LOGINhalo... selamat membaca hasil karyaku
semoga kalian suka
jangan lupa follow ig @littleeva93 untuk info pembelian buku
terima kasih :)
LOVE YOUUUU
BE MY GIRLFRIEND
HIILARY melambaikan tangannya pada Angkasa. Hari ini ia sangat lelah, semua ini karena ia harus menghabiskan waktu bersama Angkasa. Bukan salah Angkasa sebenarnya, ia sendiri yang memutuskan untuk ikut dengan Angkasa. Dan yang lebih membuatnya lelah adalah kenyataan bahwa Angkasa dan Jullio ternyata saudara kandung. Sepanjang jalan, ia terus memikirkan kenyataan bahwa kedua orang yang saat ini dekat dengannya adalah saudara kandung. Bahkan, saat ia sampai di rumah pun, ia masih juga memikirkan mereka berdua.

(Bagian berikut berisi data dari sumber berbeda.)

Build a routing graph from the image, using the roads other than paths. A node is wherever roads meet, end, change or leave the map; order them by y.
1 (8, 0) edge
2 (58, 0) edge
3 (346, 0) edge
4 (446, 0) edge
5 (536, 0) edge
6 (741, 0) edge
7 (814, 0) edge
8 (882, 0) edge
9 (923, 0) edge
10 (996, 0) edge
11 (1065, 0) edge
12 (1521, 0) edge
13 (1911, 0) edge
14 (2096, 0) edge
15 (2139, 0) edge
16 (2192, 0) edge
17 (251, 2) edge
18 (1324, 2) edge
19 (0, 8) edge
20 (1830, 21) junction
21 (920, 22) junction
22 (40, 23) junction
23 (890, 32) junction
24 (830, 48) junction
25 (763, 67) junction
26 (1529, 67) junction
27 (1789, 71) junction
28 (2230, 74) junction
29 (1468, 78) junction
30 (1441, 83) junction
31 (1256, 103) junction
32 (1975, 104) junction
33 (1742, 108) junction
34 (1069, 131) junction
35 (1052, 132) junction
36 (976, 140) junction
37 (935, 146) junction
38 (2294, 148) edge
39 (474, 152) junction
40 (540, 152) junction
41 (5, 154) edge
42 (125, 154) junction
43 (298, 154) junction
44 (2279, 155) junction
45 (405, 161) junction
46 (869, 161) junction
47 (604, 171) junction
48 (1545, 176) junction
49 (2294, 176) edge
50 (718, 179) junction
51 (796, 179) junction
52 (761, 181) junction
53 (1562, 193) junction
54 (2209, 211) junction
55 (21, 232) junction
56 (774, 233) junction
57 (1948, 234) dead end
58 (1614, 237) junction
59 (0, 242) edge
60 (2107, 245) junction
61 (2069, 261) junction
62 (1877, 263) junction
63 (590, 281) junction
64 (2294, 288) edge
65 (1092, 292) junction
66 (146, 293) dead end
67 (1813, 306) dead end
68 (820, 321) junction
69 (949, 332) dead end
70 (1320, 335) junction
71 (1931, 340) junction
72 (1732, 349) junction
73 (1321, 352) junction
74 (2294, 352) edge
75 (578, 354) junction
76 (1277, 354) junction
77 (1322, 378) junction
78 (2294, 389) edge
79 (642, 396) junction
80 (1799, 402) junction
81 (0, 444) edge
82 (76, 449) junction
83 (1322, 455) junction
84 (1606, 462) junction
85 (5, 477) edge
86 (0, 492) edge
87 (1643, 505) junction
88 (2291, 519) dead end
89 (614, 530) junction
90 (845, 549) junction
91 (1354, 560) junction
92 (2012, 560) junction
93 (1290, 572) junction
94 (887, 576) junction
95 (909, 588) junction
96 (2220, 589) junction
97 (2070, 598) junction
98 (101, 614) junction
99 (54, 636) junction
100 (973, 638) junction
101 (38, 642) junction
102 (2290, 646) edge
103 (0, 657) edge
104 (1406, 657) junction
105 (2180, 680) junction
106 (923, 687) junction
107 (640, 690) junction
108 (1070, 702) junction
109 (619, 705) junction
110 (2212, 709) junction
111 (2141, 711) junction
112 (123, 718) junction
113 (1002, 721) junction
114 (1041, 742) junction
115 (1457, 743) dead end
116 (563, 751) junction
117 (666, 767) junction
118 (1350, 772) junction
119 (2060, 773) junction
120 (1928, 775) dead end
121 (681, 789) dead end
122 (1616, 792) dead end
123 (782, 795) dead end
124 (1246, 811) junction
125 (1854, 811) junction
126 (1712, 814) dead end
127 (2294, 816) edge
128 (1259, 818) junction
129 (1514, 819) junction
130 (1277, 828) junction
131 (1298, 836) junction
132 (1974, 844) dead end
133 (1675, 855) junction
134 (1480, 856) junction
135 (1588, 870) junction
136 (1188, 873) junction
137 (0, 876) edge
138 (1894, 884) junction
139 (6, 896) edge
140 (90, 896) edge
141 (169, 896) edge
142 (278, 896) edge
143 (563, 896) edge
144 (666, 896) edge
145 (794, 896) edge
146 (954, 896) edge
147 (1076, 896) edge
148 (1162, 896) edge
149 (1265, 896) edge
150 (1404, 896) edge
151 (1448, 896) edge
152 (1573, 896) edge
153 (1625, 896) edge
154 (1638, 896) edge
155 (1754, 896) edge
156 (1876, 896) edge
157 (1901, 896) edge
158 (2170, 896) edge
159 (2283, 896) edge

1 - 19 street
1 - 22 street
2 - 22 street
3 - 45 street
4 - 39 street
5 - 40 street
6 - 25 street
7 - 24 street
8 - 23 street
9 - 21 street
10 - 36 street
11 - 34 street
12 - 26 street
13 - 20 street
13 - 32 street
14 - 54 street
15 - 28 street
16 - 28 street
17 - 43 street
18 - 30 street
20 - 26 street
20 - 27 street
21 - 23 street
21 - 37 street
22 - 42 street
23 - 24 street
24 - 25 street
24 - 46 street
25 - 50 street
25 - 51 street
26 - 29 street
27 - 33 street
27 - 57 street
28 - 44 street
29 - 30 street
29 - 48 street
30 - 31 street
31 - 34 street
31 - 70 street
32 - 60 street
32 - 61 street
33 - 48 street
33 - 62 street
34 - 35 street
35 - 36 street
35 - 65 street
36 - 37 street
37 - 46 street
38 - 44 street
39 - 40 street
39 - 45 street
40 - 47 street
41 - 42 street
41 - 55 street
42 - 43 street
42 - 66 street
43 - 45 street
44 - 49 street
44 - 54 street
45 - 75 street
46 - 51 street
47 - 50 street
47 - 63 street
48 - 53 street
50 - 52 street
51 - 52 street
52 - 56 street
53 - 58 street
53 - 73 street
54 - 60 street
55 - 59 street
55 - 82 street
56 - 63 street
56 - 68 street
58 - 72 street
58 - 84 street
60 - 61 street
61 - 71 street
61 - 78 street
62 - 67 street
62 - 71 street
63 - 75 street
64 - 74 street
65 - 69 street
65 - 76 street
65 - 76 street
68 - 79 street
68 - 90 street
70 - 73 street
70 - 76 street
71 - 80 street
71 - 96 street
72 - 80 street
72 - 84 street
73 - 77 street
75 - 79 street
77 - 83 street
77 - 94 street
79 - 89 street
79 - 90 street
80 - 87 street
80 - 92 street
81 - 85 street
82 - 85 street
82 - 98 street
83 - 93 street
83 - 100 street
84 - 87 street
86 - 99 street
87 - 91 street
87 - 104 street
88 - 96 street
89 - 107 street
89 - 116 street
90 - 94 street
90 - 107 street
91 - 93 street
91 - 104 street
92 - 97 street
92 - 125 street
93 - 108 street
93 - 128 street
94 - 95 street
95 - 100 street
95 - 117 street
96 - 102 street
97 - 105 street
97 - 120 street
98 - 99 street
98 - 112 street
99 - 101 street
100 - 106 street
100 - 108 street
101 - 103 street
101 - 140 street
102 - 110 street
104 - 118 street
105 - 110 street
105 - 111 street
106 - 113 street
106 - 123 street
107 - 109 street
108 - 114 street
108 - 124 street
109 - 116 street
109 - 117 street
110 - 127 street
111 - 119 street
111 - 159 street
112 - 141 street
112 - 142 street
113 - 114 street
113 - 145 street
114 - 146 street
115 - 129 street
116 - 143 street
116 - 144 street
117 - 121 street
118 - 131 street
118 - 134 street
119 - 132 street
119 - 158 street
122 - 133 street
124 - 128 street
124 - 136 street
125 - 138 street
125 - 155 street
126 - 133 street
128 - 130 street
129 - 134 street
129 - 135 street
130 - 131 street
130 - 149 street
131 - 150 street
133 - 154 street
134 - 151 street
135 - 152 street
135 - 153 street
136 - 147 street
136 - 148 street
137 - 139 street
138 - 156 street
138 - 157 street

Gerbang rumah dibuka oleh satpam yang berjaga di rumahnya. Begitu memasuki garasi mobilnya, mobil Jullio sudah tidak ada di sana. Hillary mendesah lega. Ia hanya takut kalau ayah atau kakaknya memergoki laki-laki di rumahnya.
“Hay,” sebuah suara mengagetkan Hillary. Gadis itu terlonjak hingga ia hampir menjatuhkan ponsel di tangannya.
“Kau!” Hillary menendang kaki Jullio secara spontan. “Kenapa kau mengagetkanku!”
“Sakit!” Jullio mencebik. Hillary terlihat lelah, salahnya juga karena telah mengagetkan gadis itu. “Kenapa baru pulang?”
“Seharusnya aku yang bertanya. Apa yang kau lakukan di rumahku? Dan bagaimana kau bisa masuk ke sini?”
“Aku sudah kenal satpammu. Dia membiarkanku masuk,”
“Lain kali aku harus menegurnya,”
“Lakukan saja. Kurasa dia akan memihakku.”
“Aku yang menggajinya. Bukan kau!”
Mereka terus berdebat sepanjang jalan menuju kamar Hillary. “Kau tidak mengusirku?” tanya Jullio.
“Tidak,” Hillary tersenyum. “Apa kau ada perlu denganku?” gadis itu membuka pintu kamarnya. Setelah melepas sepatu, meletakkan tas di tempatnya, ia segera mengambil handuk dan berjalan menuju kamar mandi.
“Kurasa tidak. Aku hanya ingin menumpang tidur di sini.”
“Tidak boleh.” Hillary menjulurkan lidahnya sebelum menutup pintu kamar mandi. Ia mulai terbiasa dengan kehadiran Jullio. Lama-kelamaan, pria itu tidak semenyebalkan seperti sebelumnya. Mungkin Hillary lah yang terlalu kasar padanya.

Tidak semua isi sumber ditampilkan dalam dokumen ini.